Please return every line of the records below that contains the word "graph".

• Material for this exercise
______________________________

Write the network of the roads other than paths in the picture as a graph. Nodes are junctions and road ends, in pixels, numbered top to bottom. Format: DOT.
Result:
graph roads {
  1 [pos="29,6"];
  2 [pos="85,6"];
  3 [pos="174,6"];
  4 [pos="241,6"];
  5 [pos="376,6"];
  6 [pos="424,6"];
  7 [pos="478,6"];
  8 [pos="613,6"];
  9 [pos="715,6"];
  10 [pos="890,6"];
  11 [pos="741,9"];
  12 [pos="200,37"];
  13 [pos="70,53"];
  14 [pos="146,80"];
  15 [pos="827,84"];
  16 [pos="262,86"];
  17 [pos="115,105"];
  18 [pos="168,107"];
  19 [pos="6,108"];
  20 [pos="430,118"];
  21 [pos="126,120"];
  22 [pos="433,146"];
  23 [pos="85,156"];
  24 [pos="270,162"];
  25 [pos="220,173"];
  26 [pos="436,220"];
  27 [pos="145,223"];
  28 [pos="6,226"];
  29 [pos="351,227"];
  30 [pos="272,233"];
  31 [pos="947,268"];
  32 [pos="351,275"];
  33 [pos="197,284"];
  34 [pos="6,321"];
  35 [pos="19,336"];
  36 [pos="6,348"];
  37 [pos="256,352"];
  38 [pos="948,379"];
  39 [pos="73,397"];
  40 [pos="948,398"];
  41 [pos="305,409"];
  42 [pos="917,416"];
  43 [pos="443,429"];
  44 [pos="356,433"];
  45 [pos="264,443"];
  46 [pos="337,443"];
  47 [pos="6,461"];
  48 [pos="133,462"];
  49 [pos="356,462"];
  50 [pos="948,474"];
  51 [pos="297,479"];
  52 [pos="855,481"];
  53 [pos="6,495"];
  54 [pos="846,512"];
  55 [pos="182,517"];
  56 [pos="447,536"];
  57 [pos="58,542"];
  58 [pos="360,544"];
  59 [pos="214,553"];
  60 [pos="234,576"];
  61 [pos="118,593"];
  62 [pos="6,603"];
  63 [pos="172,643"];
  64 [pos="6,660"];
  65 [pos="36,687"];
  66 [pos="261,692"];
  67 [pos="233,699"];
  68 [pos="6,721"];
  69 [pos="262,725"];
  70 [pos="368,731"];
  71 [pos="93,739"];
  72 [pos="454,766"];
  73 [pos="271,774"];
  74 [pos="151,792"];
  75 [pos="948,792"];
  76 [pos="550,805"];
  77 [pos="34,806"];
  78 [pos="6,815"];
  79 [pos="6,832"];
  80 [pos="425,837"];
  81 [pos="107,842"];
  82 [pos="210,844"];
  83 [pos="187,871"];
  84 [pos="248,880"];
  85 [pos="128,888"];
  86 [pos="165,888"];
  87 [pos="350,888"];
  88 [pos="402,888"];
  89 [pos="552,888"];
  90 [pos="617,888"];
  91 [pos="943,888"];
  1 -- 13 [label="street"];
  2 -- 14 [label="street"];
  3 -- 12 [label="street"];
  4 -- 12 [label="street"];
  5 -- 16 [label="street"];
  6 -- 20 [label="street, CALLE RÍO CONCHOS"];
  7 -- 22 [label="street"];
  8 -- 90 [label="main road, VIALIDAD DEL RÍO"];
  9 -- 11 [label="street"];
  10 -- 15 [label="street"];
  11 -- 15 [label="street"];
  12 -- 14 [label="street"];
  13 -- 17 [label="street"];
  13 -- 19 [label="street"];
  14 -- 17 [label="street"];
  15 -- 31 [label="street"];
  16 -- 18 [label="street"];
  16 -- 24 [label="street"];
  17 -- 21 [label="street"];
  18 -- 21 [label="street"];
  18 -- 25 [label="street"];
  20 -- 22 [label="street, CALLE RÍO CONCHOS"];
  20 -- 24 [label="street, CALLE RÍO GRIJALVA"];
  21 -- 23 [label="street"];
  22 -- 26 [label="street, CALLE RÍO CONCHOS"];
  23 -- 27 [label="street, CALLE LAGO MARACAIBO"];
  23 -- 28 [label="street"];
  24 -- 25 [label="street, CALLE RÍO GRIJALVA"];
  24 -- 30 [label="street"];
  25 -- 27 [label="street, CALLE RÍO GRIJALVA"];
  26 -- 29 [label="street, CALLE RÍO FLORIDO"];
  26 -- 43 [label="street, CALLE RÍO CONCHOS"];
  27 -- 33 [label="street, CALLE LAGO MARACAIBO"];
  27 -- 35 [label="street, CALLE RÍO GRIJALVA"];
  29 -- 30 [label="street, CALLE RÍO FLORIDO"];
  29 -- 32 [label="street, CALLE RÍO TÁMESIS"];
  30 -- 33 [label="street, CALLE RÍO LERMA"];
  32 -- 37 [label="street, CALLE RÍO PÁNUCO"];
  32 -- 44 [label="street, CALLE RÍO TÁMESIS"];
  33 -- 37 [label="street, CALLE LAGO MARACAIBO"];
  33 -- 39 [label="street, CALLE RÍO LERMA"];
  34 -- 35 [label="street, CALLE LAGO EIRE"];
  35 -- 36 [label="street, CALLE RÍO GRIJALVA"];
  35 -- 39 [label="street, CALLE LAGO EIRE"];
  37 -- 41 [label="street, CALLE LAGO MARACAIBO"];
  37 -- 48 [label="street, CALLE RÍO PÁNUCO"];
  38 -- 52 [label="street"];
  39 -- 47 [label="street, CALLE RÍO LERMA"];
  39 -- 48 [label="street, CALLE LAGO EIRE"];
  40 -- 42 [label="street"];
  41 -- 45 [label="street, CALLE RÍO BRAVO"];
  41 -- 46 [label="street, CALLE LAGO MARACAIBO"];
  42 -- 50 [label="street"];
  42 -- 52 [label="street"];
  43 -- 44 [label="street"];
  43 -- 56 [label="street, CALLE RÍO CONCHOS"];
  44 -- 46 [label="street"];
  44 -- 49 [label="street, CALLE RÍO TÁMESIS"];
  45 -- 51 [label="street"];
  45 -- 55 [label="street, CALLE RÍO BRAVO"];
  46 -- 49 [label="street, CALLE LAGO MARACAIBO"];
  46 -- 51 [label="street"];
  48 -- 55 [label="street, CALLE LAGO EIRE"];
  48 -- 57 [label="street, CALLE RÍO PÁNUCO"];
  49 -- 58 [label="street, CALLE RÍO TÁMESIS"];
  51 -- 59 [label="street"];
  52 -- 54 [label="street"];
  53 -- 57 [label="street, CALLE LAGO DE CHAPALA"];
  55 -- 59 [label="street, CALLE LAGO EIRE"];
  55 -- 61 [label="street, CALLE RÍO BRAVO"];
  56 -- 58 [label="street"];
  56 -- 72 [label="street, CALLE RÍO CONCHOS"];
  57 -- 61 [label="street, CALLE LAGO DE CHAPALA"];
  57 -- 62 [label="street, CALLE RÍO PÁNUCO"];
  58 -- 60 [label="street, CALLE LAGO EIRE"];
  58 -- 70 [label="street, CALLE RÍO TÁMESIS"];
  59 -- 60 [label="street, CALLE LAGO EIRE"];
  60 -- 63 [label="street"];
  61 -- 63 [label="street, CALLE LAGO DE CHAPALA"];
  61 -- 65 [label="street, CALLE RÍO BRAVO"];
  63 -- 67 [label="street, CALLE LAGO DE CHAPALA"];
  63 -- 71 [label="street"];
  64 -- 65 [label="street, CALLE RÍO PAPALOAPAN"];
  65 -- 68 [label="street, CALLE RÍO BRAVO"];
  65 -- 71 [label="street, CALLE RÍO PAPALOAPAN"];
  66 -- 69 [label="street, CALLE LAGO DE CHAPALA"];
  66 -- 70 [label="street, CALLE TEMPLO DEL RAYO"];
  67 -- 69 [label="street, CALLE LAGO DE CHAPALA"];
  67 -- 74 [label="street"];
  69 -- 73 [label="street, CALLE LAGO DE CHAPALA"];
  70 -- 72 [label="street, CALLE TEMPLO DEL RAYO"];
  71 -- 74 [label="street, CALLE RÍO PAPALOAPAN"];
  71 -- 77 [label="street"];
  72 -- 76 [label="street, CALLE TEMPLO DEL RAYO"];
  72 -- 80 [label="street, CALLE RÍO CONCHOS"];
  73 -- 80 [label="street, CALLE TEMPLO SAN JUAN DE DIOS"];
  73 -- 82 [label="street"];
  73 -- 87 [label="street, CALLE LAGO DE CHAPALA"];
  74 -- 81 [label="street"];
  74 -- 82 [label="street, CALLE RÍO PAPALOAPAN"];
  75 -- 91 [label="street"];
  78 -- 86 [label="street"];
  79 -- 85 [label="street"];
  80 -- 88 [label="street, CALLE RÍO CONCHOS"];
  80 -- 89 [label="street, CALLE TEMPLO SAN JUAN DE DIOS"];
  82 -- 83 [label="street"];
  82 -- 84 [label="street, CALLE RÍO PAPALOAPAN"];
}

______________________________

• Exercise solution
Write the network of the roads other than paths in the picture as a graph. Nodes are junctions and road ends, in pixels, numbered top to bottom. Format: DOT.
graph roads {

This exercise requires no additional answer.